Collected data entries
-- Opening Marker --

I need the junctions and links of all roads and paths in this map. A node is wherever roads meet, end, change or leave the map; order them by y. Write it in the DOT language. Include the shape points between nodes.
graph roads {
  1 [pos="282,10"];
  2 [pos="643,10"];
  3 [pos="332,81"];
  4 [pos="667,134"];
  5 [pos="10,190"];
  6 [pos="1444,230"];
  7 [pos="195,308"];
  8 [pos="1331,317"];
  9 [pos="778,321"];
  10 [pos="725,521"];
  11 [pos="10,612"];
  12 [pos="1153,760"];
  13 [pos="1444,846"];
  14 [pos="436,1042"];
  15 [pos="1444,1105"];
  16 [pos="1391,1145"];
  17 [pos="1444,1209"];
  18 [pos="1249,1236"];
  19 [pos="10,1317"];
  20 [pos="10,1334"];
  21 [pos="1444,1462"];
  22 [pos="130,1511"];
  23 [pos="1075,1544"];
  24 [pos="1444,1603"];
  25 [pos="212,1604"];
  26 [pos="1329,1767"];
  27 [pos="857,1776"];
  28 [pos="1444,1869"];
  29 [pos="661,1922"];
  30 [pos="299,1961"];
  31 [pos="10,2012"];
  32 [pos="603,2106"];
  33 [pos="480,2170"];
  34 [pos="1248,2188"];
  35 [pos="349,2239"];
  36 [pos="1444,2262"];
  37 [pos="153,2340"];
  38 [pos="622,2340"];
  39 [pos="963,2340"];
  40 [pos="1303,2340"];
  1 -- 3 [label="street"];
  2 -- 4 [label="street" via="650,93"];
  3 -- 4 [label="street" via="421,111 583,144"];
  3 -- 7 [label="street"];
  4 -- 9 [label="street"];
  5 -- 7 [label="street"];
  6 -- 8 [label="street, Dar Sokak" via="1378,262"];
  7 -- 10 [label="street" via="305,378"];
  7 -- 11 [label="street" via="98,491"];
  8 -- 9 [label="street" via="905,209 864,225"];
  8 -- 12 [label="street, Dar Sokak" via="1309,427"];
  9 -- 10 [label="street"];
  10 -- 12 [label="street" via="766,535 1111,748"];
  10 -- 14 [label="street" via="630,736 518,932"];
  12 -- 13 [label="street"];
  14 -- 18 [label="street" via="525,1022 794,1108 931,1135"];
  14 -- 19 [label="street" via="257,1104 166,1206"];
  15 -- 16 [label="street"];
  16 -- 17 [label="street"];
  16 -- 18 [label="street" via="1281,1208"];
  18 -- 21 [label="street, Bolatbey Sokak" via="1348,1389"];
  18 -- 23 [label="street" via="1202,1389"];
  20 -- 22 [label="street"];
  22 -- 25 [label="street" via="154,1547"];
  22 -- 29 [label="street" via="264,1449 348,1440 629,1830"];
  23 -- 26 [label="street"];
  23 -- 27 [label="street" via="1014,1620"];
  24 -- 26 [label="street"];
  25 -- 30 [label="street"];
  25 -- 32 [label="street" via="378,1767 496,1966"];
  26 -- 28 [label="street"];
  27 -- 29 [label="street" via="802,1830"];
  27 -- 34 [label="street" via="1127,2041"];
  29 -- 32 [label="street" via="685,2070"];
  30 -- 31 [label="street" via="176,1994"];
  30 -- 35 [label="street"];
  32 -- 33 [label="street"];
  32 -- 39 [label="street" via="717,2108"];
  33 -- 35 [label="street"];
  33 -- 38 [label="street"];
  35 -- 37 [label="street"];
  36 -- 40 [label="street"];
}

-- Closing Marker --

WHAT YOU WILL DO:
Which lines of the data contain "Sokak"? Copy them all.

ANSWER AREA:
  6 -- 8 [label="street, Dar Sokak" via="1378,262"];
  8 -- 12 [label="street, Dar Sokak" via="1309,427"];
  18 -- 21 [label="street, Bolatbey Sokak" via="1348,1389"];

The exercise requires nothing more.